Dari 324 peserta batch 1-4, terpilih 12 guru asal berbagai daerah yang berkesempatan berbagi praktik baiknya. Diantaranya Alia Yovica, guru SMP Negeri 29 Sijunjung, dan Dewi Handayani, guru SD Negeri 13 Sanggau.
Projek Profil “Stop Bullying”, Tingkatkan Empati Murid
Pada projek sebelumnya, Alia bersama rekan gurunya masih salah paham terhadap penerapan projek profil. Projek profil yang Alia adakan tiga bulan sebelumnya itu masih mengharuskan murid menghasilkan produk. Hal tersebut berdampak pada murid, banyak yang mengatakan bosan.
Setelah mengikuti program Siap Kurikulum, Alia baru mengetahui tujuan utama projek profil, yakni menjadikan murid bagian dari problem solver atas masalah di sekitarnya. Dari pemahaman itu, hasil projek berbentuk produk bukan sebuah kewajiban.
“Kami, koordinator dan fasilitator duduk bersama dulu. Kami sepakati alur aktivitasnya, yaitu tahap pengenalan, kontekstualisasi, aksi, refleksi, dan tindak lanjut. Sesuai yang kami pelajari di program Siap Kurikulum,” terang Alia.
Mereka sepakat, pembelajaran P5 setiap hari Selasa hingga Sabtu, tiap harinya 2 jam pelajaran. Kegiatan pertama adalah memberikan sosialisasi projek ke murid agar mereka paham mengapa murid perlu melakukan projek tersebut.
Selama sepuluh minggu, aktivitas yang dilakukan adalah, analisis video bullying, mencurahkan bentuk-bentuk bullying yang pernah diterima, menyampaikan hal yang disukai dan tidak dalam pertemanan, melakukan kerjasama dengan pihak sosial dan kepolisian untuk pendalaman ilmu, kampanye anti bullying di sekolah, dan yang terakhir membuat naskah drama.
“Pada aktivitas kami sering memberikan kemerdekaan untuk memilih sesuai minatnya. Seperti misalnya saat membuat dan memperagakan naskah drama, murid mendapat kebebasan untuk memilih apakah dramanya tentang bullying verbal, fisik, atau relasional,” kata Alia.

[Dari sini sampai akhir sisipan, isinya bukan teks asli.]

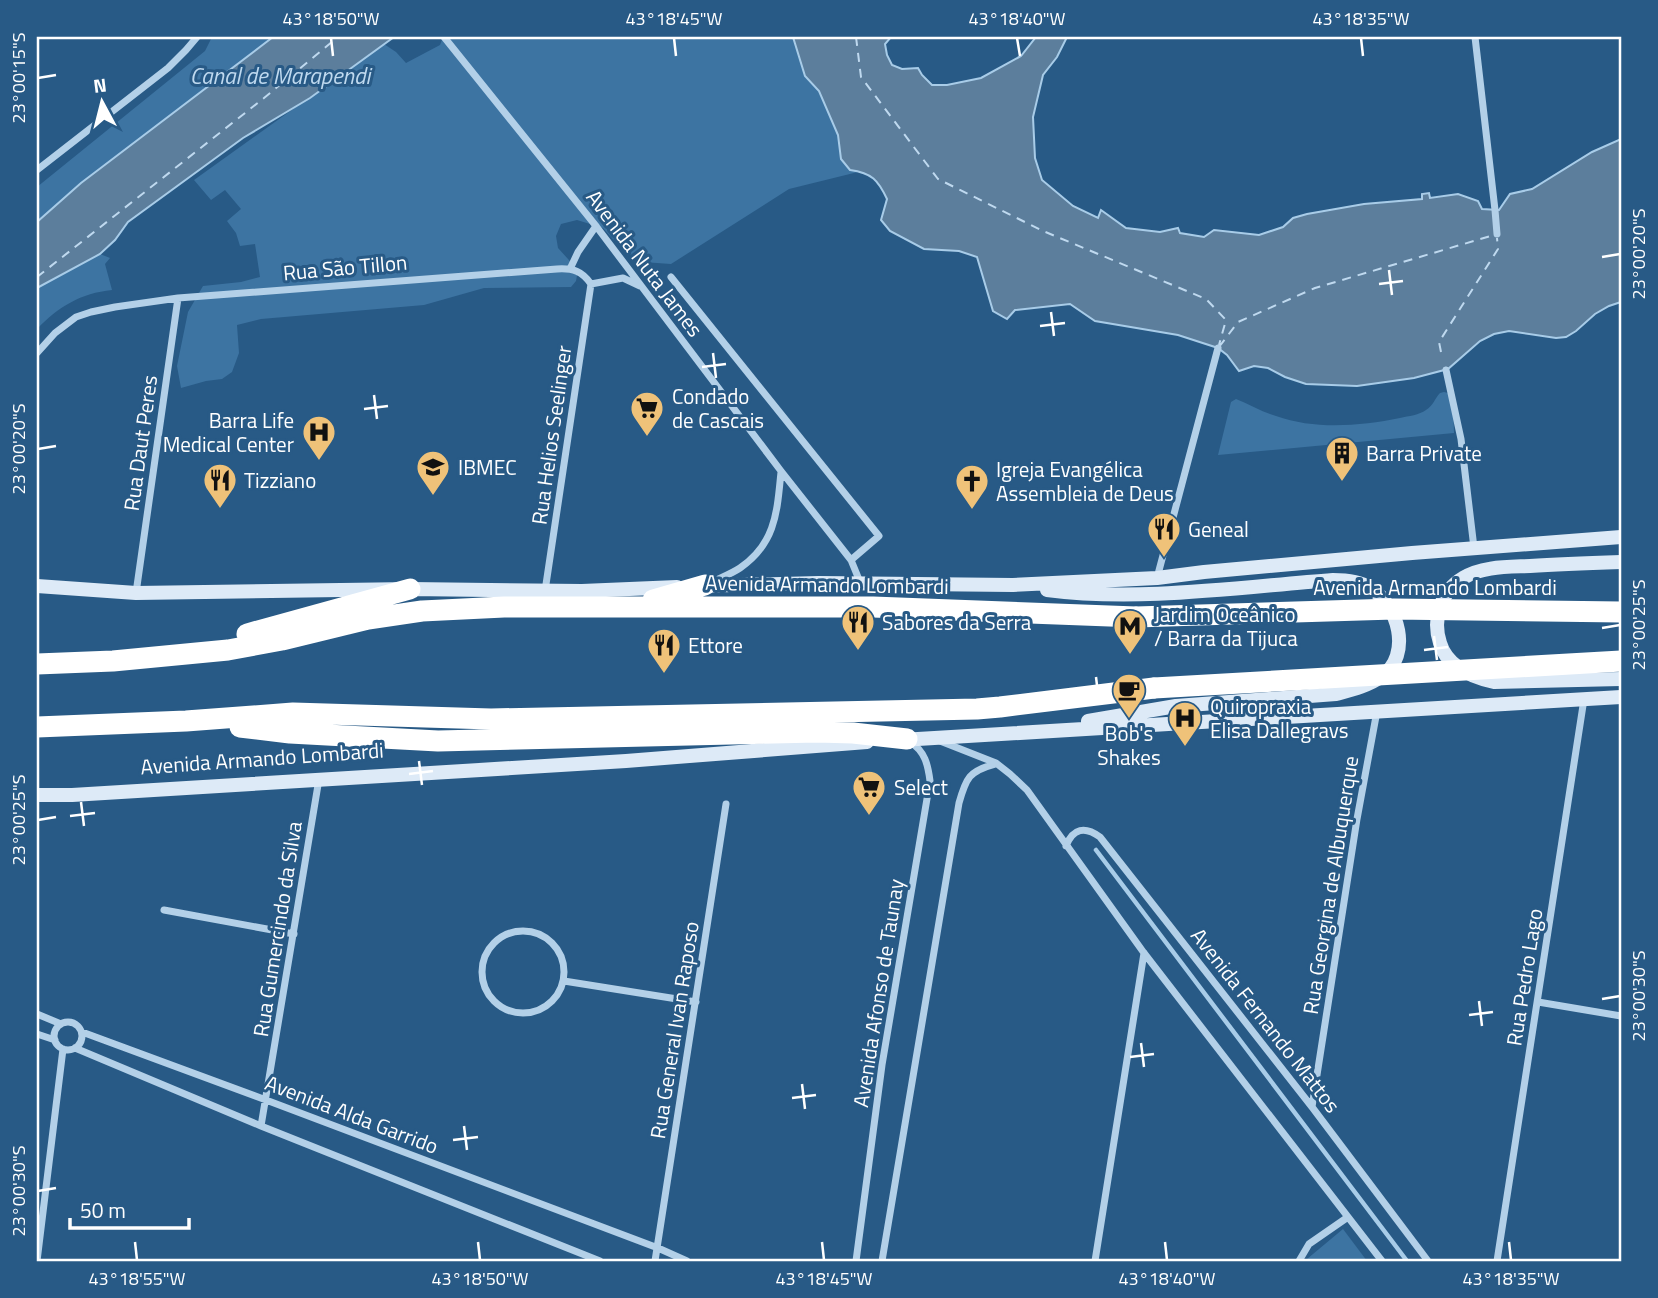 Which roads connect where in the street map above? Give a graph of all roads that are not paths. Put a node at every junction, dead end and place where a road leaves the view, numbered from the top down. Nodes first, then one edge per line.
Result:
1 (197, 37) edge
2 (444, 37) edge
3 (1475, 37) edge
4 (37, 170) edge
5 (596, 226) junction
6 (1497, 234) dead end
7 (570, 269) junction
8 (671, 277) dead end
9 (591, 284) junction
10 (640, 286) junction
11 (178, 299) junction
12 (1218, 348) dead end
13 (37, 353) edge
14 (1446, 370) dead end
15 (781, 471) junction
16 (1621, 537) edge
17 (1475, 548) junction
18 (851, 560) junction
19 (1621, 562) edge
20 (1157, 578) junction
21 (861, 583) junction
22 (705, 585) junction
23 (1013, 585) junction
24 (37, 586) edge
25 (410, 589) junction
26 (545, 591) junction
27 (136, 593) junction
28 (627, 608) junction
29 (1621, 612) edge
30 (168, 657) junction
31 (1621, 661) edge
32 (37, 664) edge
33 (1621, 679) edge
34 (1621, 697) edge
35 (1584, 699) junction
36 (1377, 711) junction
37 (186, 721) junction
38 (37, 727) edge
39 (1035, 732) junction
40 (933, 738) junction
41 (907, 739) junction
42 (996, 763) junction
43 (320, 779) junction
44 (37, 795) edge
45 (726, 804) dead end
46 (1066, 846) junction
47 (164, 910) dead end
48 (294, 934) junction
49 (1144, 953) junction
50 (564, 982) junction
51 (696, 1002) junction
52 (1538, 1002) junction
53 (37, 1014) edge
54 (1621, 1016) edge
55 (61, 1024) junction
56 (82, 1032) junction
57 (37, 1034) edge
58 (55, 1040) junction
59 (75, 1048) junction
60 (63, 1049) junction
61 (267, 1100) junction
62 (1312, 1107) junction
63 (261, 1126) junction
64 (1348, 1217) junction
65 (658, 1248) junction
66 (37, 1261) edge
67 (600, 1261) edge
68 (655, 1261) edge
69 (687, 1261) edge
70 (856, 1261) edge
71 (882, 1261) edge
72 (1095, 1261) edge
73 (1299, 1261) edge
74 (1382, 1261) edge
75 (1428, 1261) edge
76 (1497, 1261) edge

1 - 4 street
2 - 5 street, Avenida Nuta James
3 - 6 street
5 - 7 street
5 - 10 street, Avenida Nuta James
7 - 9 street
7 - 11 street, Rua São Tillon
8 - 18 street
9 - 10 street
9 - 26 street, Rua Helios Seelinger
10 - 15 street, Avenida Nuta James
11 - 13 street, Rua São Tillon
11 - 27 street, Rua Daut Peres
12 - 20 street
14 - 17 street
15 - 18 street, Avenida Nuta James
15 - 22 street
16 - 17 main road, Avenida Armando Lombardi
17 - 20 main road, Avenida Armando Lombardi
18 - 21 street, Avenida Nuta James
19 - 33 main road
20 - 23 main road, Avenida Armando Lombardi
21 - 22 main road, Avenida Armando Lombardi
21 - 23 main road, Avenida Armando Lombardi
22 - 26 main road, Avenida Armando Lombardi
22 - 28 highway
23 - 39 main road
24 - 27 main road, Avenida Armando Lombardi
25 - 26 main road, Avenida Armando Lombardi
25 - 27 main road, Avenida Armando Lombardi
25 - 30 highway
28 - 29 highway, Avenida Armando Lombardi, bridge
28 - 30 highway, Avenida Armando Lombardi
30 - 32 highway, Avenida Armando Lombardi
31 - 37 highway, Avenida Armando Lombardi, bridge
34 - 35 main road, Avenida Armando Lombardi
35 - 36 main road, Avenida Armando Lombardi
35 - 52 street, Rua Pedro Lago
36 - 39 main road, Avenida Armando Lombardi
36 - 62 street, Rua Georgina de Albuquerque
37 - 38 highway, Avenida Armando Lombardi
37 - 41 highway
39 - 40 main road, Avenida Armando Lombardi
40 - 41 main road, Avenida Armando Lombardi
40 - 42 street
41 - 43 main road, Avenida Armando Lombardi
41 - 70 street, Avenida Afonso de Taunay
42 - 46 street
42 - 71 street
43 - 44 main road, Avenida Armando Lombardi
43 - 48 street, Rua Gumercindo da Silva
45 - 51 street, Rua General Ivan Raposo
46 - 49 street
46 - 62 street, Avenida Fernando Mattos
47 - 48 street
48 - 61 street, Rua Gumercindo da Silva
49 - 64 street
49 - 72 street
50 - 50 street
50 - 51 street
51 - 65 street, Rua General Ivan Raposo
52 - 54 street
52 - 76 street, Rua Pedro Lago
53 - 55 street
55 - 56 street
55 - 58 street
56 - 59 street
56 - 61 street, Avenida Alda Garrido
57 - 58 street
58 - 60 street
59 - 60 street
59 - 63 street, Avenida Alda Garrido
60 - 66 street
61 - 63 street, Rua Gumercindo da Silva
61 - 65 street, Avenida Alda Garrido
62 - 75 street, Avenida Fernando Mattos
63 - 67 street, Avenida Alda Garrido
64 - 73 street
64 - 74 street
65 - 68 street, Rua General Ivan Raposo
65 - 69 street, Avenida Alda Garrido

Pada sesi terakhir, Alia mengajak murid untuk berefleksi terkait apa yang sudah mereka pelajari dan apa yang ingin mereka perbaiki. Murid menyatakan pembelajaran seru karena aktivitas yang beragam. Mereka juga menyampaikan bahwa jadi lebih mengetahui tindakan apa saja yang disebut bullying dan bertekad untuk lebih menyayangi teman-temannya.
Kolaborasi Antar Mapel untuk Kenalkan Budaya Sanggau
Sedangkan Dewi berbagi pengalamannya menggabungkan mata pelajaran IPS dan Bahasa Indonesia untuk mengenalkan budaya Sanggau.
Saat itu, materi IPS yang sedang dibahas adalah mengenai budaya negara ASEAN. Sedangkan pada pelajaran bahasa Indonesia, murid diharapkan memiliki kompetensi untuk menyajikan kesimpulan secara lisan dan tulis dari hasil pengamatan dan wawancara.
Setelah mengajak murid berdiskusi, Dewi mengajak murid untuk menonton macam-macam tarian daerah Sanggau. Pasalnya, dari hasil diskusi, banyak yang tidak tahu sama sekali mengenai seni budaya daerah yang ada di Kalimantan Barat itu.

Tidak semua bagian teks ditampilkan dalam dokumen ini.